[Pose landmark coordinates]
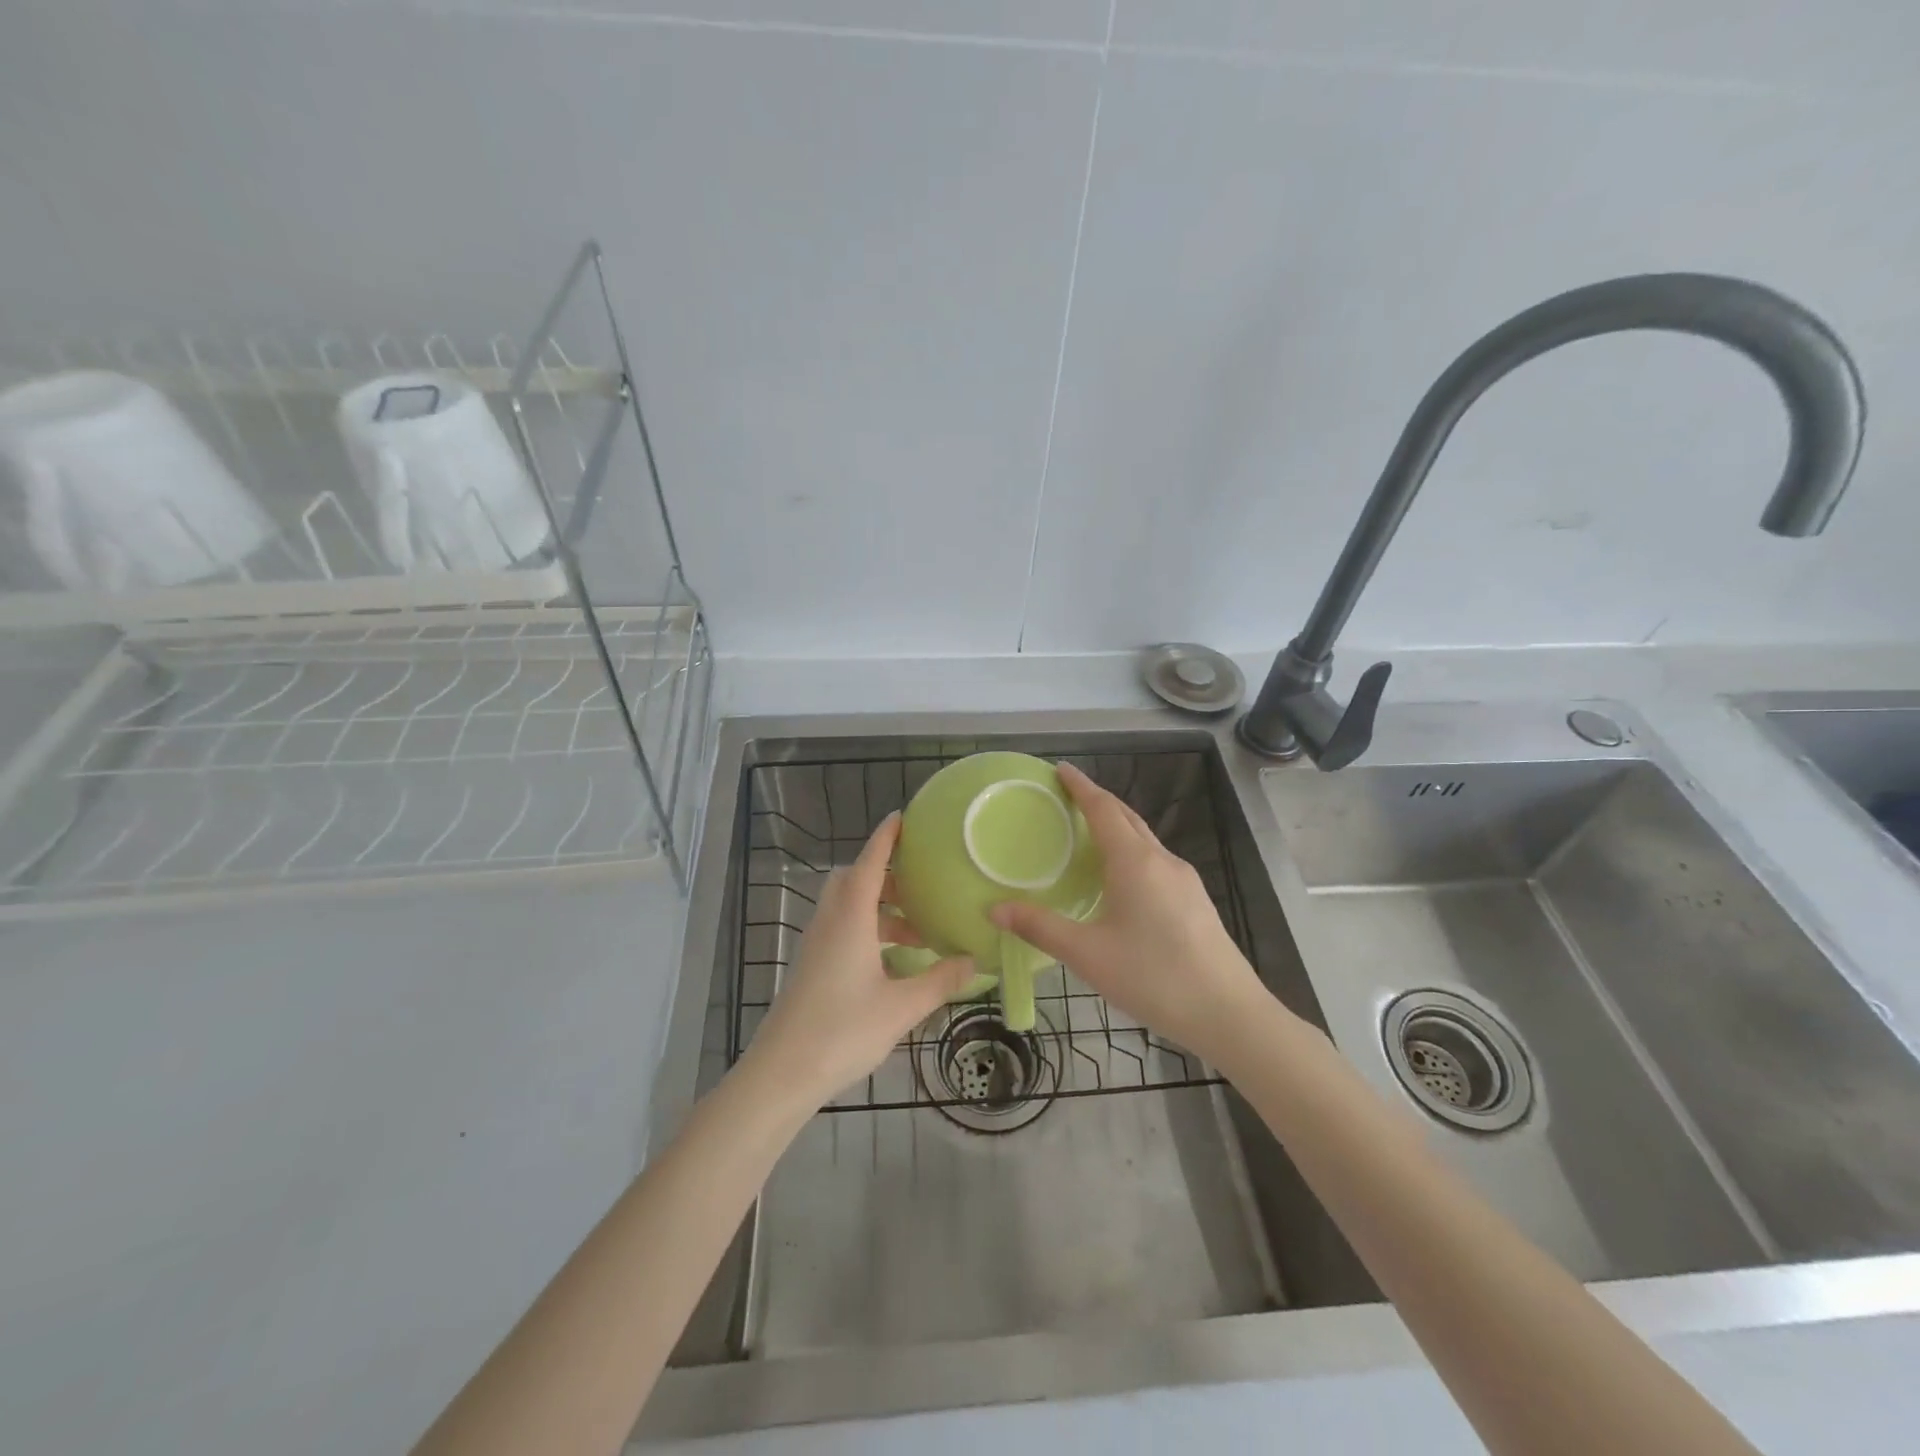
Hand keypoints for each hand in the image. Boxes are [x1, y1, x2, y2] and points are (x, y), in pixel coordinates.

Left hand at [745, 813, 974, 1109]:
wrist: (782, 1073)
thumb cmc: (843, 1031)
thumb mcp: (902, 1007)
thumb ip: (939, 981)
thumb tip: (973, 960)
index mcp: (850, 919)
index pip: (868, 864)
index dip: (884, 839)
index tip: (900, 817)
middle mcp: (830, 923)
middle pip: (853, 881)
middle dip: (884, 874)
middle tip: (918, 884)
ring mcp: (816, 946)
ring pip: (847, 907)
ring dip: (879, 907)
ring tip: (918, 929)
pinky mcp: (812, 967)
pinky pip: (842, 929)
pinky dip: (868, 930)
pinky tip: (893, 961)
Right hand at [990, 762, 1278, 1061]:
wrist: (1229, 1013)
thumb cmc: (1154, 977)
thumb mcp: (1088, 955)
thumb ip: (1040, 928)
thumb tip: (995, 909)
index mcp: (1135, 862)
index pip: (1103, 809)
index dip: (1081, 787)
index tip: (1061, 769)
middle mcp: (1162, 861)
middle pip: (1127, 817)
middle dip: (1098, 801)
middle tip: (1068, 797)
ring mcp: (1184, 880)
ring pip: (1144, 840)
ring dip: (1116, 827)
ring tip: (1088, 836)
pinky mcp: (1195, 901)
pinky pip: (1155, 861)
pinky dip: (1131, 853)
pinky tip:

PROBLEM STATEMENT
Before copying the data, remove the pictures. Then repeat the rest exactly.

ANSWER TO THIS EXERCISE
Hand keypoints for each hand in the image. Boxes are [x1, y1, x2, y2] and points are (x, y), in pixel coordinates.

Left hand at [745, 813, 974, 1109]:
wrist: (782, 1073)
thumb cmc: (843, 1031)
thumb mcp: (902, 1007)
thumb ip: (939, 981)
thumb tip: (973, 960)
index mcp: (850, 919)
index pip: (868, 864)
index dip: (884, 839)
index tip: (900, 817)
middle mcp: (830, 923)
middle pip: (853, 881)
middle dip: (884, 874)
middle tip: (918, 884)
ring mcp: (816, 946)
ring pip: (847, 907)
ring dip: (879, 907)
ring tip: (918, 929)
pinky mcp: (812, 967)
pinky pip: (842, 929)
pinky dip: (868, 930)
pinky tip: (893, 961)
Right hand at [990, 762, 1278, 1061]:
wrist: (1229, 1013)
thumb cmc: (1154, 977)
thumb mcp: (1088, 955)
thumb ip: (1040, 928)
thumb tip: (995, 909)
index mcp: (1135, 862)
index pip: (1103, 809)
index dip: (1081, 787)
index tip: (1061, 769)
middle mcp: (1162, 861)
middle pip: (1127, 817)
middle dip: (1098, 801)
middle tip: (1068, 797)
ring mcp: (1184, 880)
ring pip: (1144, 840)
ring dip: (1116, 827)
ring tip: (1088, 836)
pinky mcp: (1195, 901)
pinky pip: (1155, 861)
pinky dip: (1131, 853)
pinky tip:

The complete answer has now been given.